* [WHAT TO DO]: Without the pictures, set down every line of the data exactly.

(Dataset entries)
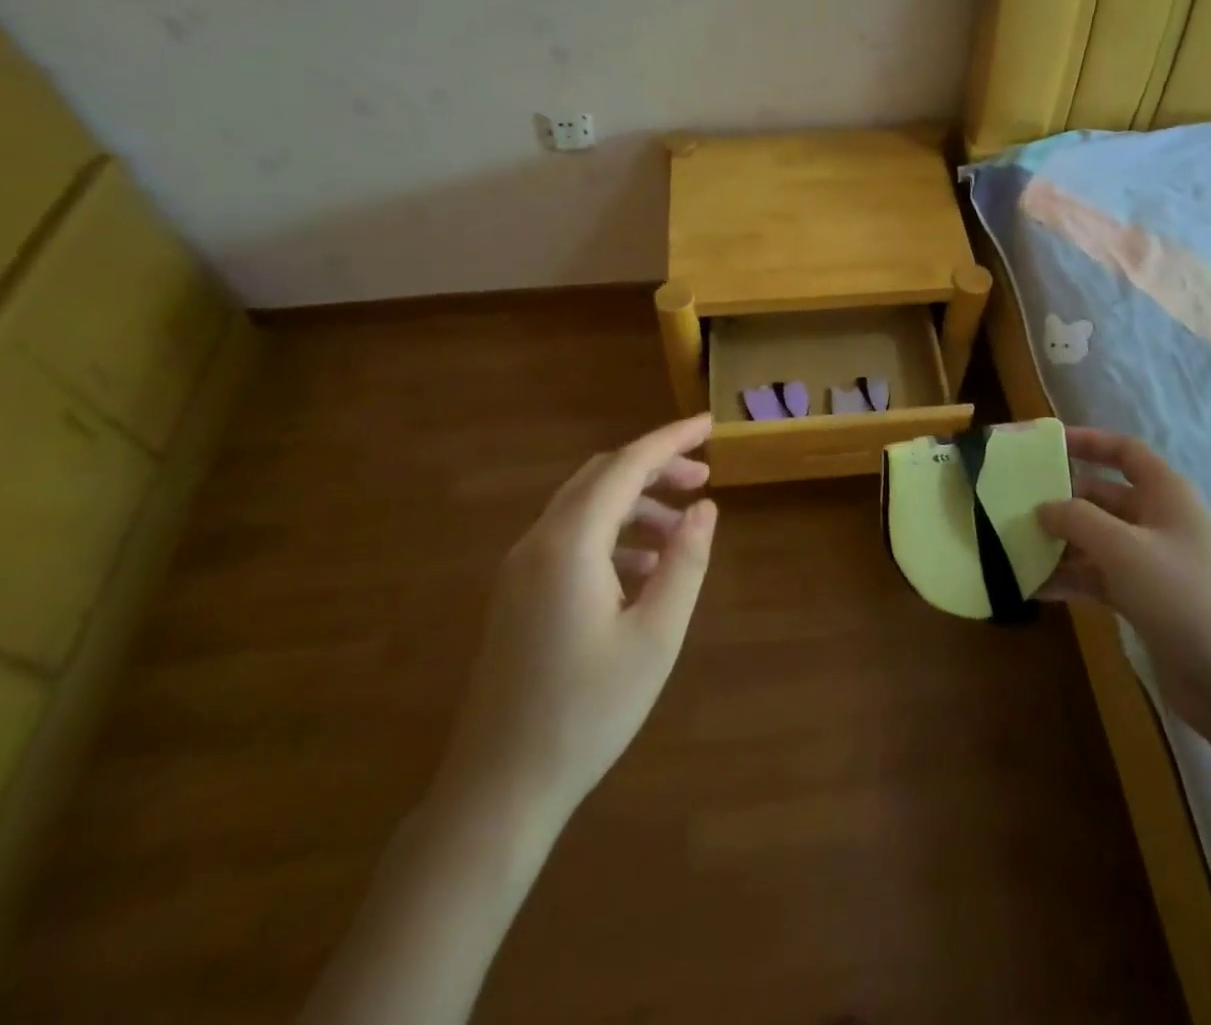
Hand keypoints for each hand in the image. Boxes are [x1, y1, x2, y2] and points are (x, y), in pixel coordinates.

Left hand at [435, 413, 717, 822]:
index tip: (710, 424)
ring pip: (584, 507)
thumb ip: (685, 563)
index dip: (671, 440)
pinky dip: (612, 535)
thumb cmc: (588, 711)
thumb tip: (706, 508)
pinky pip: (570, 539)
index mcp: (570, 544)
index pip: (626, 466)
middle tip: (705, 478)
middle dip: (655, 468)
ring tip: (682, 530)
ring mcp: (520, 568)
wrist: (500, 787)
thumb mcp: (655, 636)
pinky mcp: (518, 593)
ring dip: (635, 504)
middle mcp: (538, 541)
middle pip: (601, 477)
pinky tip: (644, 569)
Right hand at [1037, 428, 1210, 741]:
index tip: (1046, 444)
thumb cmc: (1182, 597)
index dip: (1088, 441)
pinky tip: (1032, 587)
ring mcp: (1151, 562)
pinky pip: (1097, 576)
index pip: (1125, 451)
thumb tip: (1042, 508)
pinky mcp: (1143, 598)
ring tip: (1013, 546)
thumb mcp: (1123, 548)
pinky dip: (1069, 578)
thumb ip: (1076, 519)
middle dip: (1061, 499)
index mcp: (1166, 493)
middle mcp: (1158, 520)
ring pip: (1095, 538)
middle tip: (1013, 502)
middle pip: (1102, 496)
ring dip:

* [RESULT OF THE EXERCISE]:
Hand keypoints for each hand in the image. Boxes are [x1, y1, x2, y2] and points are (x, y), in pixel coordinates.

Left hand at [435, 413, 717, 822]:
index tip: (710, 424)
ring pip: (584, 507)
thumb ip: (685, 563)
index dip: (671, 440)
pinky dip: (612, 535)
thumb cmc: (588, 711)
thumb tip: (706, 508)
pinky pip: (570, 539)
index mcp: (570, 544)
index pip: (626, 466)
middle tip: (705, 478)
middle dip: (655, 468)
ring tip: (682, 530)
ring mcp: (520, 568)
wrist: (500, 787)
thumb mcp: (655, 636)
pinky mcp: (518, 593)
ring dip: (635, 504)
middle mcp: (538, 541)
middle pip: (601, 477)
pinky tip: (644, 569)
Right hand at [1037, 428, 1210, 741]:
index tip: (1046, 444)
thumb cmc: (1182, 597)
index dip: (1088, 441)
pinky tip: (1032, 587)
ring mcp: (1151, 562)
pinky pip: (1097, 576)
index pip: (1125, 451)
thumb tip: (1042, 508)
pinky mcp: (1143, 598)
ring tip: (1013, 546)
thumb mcp: (1123, 548)
pinky dip: (1069, 578)
thumb ip: (1076, 519)
middle dip: (1061, 499)
index mcp: (1166, 493)
middle mcp: (1158, 520)
ring pip: (1095, 538)
middle tip: (1013, 502)
middle pip: (1102, 496)
ring dip:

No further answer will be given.